_Instructions to follow_: Retype the data in its entirety, with no word changed.

(Dataset extract)

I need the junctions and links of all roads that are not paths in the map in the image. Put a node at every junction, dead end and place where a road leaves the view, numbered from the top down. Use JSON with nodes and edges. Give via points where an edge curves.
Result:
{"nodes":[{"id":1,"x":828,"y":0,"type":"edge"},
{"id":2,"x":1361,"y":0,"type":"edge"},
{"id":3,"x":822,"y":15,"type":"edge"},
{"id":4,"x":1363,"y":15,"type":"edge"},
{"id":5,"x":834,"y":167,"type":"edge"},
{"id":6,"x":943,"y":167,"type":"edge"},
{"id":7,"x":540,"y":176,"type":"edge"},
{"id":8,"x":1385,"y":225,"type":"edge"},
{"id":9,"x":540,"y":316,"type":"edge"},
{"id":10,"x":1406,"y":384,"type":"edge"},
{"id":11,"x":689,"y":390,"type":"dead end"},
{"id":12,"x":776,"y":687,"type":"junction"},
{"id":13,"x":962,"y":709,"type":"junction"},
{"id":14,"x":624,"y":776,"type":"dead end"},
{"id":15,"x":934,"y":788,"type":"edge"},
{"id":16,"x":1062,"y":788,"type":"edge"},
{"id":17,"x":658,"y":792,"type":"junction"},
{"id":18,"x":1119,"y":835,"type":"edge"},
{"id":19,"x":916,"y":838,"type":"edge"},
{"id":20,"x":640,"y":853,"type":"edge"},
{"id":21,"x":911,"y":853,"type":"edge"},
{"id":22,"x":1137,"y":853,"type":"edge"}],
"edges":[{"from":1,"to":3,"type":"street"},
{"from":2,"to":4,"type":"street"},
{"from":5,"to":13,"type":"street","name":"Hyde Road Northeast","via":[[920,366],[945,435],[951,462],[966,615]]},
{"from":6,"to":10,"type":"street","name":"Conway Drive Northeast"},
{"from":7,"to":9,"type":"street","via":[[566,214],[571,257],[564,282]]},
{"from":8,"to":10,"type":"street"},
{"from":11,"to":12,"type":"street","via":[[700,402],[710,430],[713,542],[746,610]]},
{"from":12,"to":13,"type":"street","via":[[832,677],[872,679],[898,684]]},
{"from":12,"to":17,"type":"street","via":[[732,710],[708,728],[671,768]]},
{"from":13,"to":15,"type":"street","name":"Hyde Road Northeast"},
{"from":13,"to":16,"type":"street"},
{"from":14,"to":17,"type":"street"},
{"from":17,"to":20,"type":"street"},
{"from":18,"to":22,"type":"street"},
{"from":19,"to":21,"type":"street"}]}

(End Dataset extract)

_Task result_:
I need the junctions and links of all roads that are not paths in the map in the image. Put a node at every junction, dead end and place where a road leaves the view, numbered from the top down. Use JSON with nodes and edges. Give via points where an edge curves.
Result:
{"nodes":[{"id":1,"x":828,"y":0,"type":"edge"},
{"id":2,"x":1361,"y":0,"type":"edge"},
{"id":3,"x":822,"y":15,"type":"edge"},
{"id":4,"x":1363,"y":15,"type":"edge"},
{"id":5,"x":834,"y":167,"type":"edge"},
{"id":6,"x":943,"y":167,"type":"edge"},
{"id":7,"x":540,"y":176,"type":"edge"},
{"id":8,"x":1385,"y":225,"type":"edge"},
{"id":9,"x":540,"y":316,"type":"edge"},
{"id":10,"x":1406,"y":384,"type":"edge"},
{"id":11,"x":689,"y":390,"type":"dead end"},
{"id":12,"x":776,"y":687,"type":"junction"},
{"id":13,"x":962,"y":709,"type":"junction"},
{"id":14,"x":624,"y":776,"type":"dead end"},
{"id":15,"x":934,"y":788,"type":"edge"},
{"id":16,"x":1062,"y":788,"type":"edge"},
{"id":17,"x":658,"y":792,"type":"junction"},
{"id":18,"x":1119,"y":835,"type":"edge"},
{"id":19,"x":916,"y":838,"type":"edge"},
{"id":20,"x":640,"y":853,"type":"edge"},
{"id":21,"x":911,"y":853,"type":"edge"},
{"id":22,"x":1137,"y":853,"type":"edge"}],
"edges":[{"from":1,"to":3,"type":"street"},
{"from":2,"to":4,"type":"street"},
{"from":5,"to":13,"type":"street","name":"Hyde Road Northeast","via":[[920,366],[945,435],[951,462],[966,615]]},
{"from":6,"to":10,"type":"street","name":"Conway Drive Northeast"},
{"from":7,"to":9,"type":"street","via":[[566,214],[571,257],[564,282]]},
{"from":8,"to":10,"type":"street"},
{"from":11,"to":12,"type":"street","via":[[700,402],[710,430],[713,542],[746,610]]},
{"from":12,"to":13,"type":"street","via":[[832,677],[872,679],[898,684]]},
{"from":12,"to":17,"type":"street","via":[[732,710],[708,728],[671,768]]},
{"from":13,"to":15,"type":"street","name":"Hyde Road Northeast"},
{"from":13,"to":16,"type":"street"},
{"from":14,"to":17,"type":"street"},
{"from":17,"to":20,"type":"street"},
{"from":18,"to":22,"type":"street"},
{"from":19,"to":21,"type":"street"}]}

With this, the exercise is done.